#### Problem to solve:
Among the entries below, find how many lines carry the word "between" and state only that figure.

═════ Input data ═════

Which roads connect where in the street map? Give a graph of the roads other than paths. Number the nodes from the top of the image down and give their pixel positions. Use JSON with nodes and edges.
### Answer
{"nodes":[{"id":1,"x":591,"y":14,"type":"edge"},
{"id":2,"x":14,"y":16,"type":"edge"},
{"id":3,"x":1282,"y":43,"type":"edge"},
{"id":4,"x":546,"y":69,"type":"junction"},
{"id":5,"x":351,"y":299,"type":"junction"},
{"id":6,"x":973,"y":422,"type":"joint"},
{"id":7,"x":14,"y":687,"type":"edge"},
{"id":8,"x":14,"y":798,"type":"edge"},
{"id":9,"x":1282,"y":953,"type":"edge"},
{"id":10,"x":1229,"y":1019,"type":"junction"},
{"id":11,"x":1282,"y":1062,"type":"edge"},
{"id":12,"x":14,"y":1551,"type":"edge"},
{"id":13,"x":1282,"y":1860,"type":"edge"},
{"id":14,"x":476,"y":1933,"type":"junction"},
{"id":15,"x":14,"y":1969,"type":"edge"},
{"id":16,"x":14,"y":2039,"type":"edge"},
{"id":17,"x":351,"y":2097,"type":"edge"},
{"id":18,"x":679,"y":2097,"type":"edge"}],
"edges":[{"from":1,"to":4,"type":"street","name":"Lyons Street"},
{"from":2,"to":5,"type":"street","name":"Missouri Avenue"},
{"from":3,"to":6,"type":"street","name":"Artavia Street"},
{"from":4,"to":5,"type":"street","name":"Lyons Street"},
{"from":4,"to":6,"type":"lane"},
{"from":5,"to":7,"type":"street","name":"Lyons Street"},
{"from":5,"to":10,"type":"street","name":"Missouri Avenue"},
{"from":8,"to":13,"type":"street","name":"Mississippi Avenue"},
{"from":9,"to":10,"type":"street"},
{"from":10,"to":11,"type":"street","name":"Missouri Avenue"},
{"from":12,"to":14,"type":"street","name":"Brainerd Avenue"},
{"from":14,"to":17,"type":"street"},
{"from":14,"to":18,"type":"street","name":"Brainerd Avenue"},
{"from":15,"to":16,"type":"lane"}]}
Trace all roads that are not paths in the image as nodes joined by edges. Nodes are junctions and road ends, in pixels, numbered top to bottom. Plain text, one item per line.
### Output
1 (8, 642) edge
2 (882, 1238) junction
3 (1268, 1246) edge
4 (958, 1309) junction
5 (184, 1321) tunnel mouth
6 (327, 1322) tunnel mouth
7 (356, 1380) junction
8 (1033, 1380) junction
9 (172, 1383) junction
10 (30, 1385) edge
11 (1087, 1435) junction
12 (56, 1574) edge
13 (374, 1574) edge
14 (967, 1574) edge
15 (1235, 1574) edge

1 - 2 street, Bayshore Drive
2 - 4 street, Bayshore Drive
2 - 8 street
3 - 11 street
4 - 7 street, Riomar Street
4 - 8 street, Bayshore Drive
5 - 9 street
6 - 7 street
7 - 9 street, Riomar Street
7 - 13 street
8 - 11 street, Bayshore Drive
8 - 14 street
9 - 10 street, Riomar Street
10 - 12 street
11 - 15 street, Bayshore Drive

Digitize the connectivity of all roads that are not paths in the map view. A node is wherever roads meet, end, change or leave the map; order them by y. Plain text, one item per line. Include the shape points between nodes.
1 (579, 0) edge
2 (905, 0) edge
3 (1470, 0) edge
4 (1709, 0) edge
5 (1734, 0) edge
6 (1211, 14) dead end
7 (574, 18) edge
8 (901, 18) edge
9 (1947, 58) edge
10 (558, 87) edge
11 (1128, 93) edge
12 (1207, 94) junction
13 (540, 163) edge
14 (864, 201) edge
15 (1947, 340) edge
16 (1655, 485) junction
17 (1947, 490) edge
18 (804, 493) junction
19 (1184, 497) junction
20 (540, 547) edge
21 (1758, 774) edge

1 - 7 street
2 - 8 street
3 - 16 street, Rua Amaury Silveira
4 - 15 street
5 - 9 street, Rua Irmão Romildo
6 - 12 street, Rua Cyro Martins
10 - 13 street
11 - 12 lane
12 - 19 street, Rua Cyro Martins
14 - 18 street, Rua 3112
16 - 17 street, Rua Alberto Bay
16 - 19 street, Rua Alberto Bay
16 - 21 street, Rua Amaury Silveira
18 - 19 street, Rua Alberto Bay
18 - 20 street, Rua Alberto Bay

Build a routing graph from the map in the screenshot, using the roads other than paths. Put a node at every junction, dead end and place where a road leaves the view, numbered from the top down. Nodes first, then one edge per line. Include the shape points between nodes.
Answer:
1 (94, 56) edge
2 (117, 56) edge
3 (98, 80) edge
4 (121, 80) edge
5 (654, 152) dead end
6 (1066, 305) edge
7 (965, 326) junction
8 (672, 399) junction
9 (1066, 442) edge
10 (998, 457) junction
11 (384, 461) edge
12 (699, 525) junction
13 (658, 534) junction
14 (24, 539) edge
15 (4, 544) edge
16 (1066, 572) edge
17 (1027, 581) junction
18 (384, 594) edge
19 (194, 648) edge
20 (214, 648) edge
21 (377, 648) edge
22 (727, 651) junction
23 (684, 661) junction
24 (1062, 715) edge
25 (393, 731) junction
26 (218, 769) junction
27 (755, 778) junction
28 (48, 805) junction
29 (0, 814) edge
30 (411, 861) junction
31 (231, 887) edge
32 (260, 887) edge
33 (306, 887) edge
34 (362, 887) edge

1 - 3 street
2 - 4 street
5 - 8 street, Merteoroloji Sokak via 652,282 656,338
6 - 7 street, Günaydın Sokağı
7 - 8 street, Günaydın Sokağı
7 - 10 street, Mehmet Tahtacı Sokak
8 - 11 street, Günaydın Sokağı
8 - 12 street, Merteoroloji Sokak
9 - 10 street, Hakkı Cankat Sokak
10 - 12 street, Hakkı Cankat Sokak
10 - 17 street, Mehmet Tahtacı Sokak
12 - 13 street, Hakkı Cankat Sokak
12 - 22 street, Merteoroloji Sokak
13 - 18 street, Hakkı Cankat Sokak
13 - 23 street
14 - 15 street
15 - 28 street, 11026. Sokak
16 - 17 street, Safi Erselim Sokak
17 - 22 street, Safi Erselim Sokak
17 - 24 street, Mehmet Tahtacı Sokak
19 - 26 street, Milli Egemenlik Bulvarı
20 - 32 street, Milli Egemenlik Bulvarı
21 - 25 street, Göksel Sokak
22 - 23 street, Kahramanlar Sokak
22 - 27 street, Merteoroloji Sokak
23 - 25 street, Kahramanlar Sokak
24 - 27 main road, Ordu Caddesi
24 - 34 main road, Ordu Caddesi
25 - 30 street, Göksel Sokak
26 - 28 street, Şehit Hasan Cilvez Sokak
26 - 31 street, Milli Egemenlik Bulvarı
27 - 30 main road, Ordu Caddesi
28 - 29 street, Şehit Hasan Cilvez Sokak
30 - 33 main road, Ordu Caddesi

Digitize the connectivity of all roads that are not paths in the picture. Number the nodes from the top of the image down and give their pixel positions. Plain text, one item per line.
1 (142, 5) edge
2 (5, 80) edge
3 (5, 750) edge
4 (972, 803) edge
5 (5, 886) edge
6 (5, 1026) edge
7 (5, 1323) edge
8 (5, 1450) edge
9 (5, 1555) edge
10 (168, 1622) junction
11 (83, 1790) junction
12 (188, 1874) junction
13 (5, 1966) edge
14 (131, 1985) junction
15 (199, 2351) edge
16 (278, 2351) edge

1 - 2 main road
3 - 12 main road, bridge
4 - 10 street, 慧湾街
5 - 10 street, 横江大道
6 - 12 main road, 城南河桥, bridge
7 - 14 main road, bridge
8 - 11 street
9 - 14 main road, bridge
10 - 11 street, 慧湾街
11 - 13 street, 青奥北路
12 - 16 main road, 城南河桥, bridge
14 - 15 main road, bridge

═════

#### Task answer:
2